Ora non so come la loro amicizia si evolverà, ma Olivia deve accettare il fatto e Abby ora lavora per Fitz e se lei fa gli interessi del presidente e Fitz preferisce ascoltare il suo capo dello staff piuttosto che Olivia, allora deve iniziare ad accettarlo perché, alla fine, se lei è lontana dallo studio ovale non è colpa di Abby.

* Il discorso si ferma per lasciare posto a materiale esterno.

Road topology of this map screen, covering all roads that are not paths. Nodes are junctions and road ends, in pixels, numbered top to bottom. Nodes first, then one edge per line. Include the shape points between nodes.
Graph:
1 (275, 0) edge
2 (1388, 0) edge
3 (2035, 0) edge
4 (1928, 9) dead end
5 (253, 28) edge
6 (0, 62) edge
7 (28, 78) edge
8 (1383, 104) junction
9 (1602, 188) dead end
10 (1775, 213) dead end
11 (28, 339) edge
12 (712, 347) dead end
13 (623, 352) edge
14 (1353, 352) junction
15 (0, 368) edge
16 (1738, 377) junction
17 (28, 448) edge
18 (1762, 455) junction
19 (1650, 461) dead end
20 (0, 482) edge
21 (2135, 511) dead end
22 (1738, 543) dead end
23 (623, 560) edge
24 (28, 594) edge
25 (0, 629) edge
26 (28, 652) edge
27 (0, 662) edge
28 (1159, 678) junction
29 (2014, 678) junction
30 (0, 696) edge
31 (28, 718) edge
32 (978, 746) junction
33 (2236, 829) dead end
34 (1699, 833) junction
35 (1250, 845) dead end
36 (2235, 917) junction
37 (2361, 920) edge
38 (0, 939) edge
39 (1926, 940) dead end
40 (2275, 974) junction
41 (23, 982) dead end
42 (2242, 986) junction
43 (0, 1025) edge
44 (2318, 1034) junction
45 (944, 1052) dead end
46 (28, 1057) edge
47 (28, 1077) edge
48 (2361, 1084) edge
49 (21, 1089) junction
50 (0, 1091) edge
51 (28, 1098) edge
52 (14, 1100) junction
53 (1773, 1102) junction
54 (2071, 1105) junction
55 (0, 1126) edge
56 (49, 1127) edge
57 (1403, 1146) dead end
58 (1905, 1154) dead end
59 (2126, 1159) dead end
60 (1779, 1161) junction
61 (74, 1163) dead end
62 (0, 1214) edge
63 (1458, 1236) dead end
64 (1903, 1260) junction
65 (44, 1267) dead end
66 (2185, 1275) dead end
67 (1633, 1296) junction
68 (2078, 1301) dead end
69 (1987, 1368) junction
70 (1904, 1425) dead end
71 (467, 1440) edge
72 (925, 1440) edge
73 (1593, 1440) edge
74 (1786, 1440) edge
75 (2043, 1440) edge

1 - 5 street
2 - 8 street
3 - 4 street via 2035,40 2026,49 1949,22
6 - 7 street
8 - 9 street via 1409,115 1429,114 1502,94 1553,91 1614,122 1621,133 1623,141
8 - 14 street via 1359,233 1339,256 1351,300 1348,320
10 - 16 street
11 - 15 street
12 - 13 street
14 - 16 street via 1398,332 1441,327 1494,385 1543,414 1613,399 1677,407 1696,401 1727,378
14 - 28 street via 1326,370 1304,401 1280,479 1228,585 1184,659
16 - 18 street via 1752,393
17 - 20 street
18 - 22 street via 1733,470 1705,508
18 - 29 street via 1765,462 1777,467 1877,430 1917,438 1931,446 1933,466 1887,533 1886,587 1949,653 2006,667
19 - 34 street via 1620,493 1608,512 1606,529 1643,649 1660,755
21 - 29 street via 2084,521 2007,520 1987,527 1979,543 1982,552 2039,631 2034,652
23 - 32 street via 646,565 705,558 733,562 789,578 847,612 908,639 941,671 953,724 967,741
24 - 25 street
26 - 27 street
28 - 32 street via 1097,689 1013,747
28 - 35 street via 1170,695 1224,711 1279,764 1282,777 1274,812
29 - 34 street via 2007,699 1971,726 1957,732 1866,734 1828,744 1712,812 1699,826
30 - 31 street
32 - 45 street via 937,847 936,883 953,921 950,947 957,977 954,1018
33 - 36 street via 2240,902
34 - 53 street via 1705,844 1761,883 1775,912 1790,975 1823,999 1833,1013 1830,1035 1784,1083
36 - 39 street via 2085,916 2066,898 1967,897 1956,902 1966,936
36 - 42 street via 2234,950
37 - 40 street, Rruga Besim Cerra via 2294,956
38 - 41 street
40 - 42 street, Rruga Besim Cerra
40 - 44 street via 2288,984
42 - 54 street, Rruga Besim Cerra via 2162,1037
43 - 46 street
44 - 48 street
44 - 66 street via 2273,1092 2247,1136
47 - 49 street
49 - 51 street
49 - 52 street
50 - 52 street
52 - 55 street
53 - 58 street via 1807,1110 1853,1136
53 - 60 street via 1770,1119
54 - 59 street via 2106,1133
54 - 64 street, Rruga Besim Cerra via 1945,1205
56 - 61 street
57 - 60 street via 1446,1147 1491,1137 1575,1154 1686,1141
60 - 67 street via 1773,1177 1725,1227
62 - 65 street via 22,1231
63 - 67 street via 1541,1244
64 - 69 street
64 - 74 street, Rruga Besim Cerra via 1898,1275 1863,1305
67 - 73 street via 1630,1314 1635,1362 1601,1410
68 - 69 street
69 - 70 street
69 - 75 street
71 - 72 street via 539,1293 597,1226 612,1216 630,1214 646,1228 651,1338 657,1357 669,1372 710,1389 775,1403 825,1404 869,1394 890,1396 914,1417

Olivia avendo ucciso Andrew può anche pensare di aver aperto quella porta che la separava dal mondo esterno, ma l’ha aperta soltanto per entrare in una nuova prigione: casa Eli Pope. Se Olivia sia andata lì perché, dopo aver ucciso Andrew, si sente come il padre questo non lo so; ma spero non giochino più alla famiglia felice perché di felice, lì in mezzo, non c’è proprio nulla. Credo solo che quella porta rossa evidenziata anche dalla sequenza di immagini rappresenti tutto meno che libertà e credo anche che Olivia al momento sia lì non perché lo vuole ma perché sa di non meritare di meglio e perché se la porta di Andrew in qualche modo l’ha affrontata e chiusa, quella di suo padre che la tiene in “trappola” da una vita intera, deve ancora esser abbattuta. Almeno, questo è quello che mi piace pensare perché altrimenti uccide in quel modo Andrew sarebbe stata un’altra di quelle cose eccessive e inutilmente inserite nella trama perché per quanto io NON CONDIVIDA E NON GIUSTIFICHI il gesto di Olivia, stiamo comunque parlando di un telefilm, e se questo può portare ad una forma di riscatto dopo aver toccato il fondo, posso in qualche modo accettarlo anche perché io in prima persona ho pensato potesse accadere una cosa del genere proprio per questi motivi.
Lasciatemi l’ultimo spazio per commentare quei 30 secondi di totale tenerezza. Fitz che, nonostante Olivia perl’ennesima volta sia stata scostante con lui in quella cucina, appena la vede in quel bunker non si preoccupa né diAndrew né del fatto che sia morto, ma solo e soltanto di Olivia, dalla sua Liv. Quell’abbraccio mi ha dimostrato ancora una volta come quei due, senza parlarsi, continuano a dirsi tutto.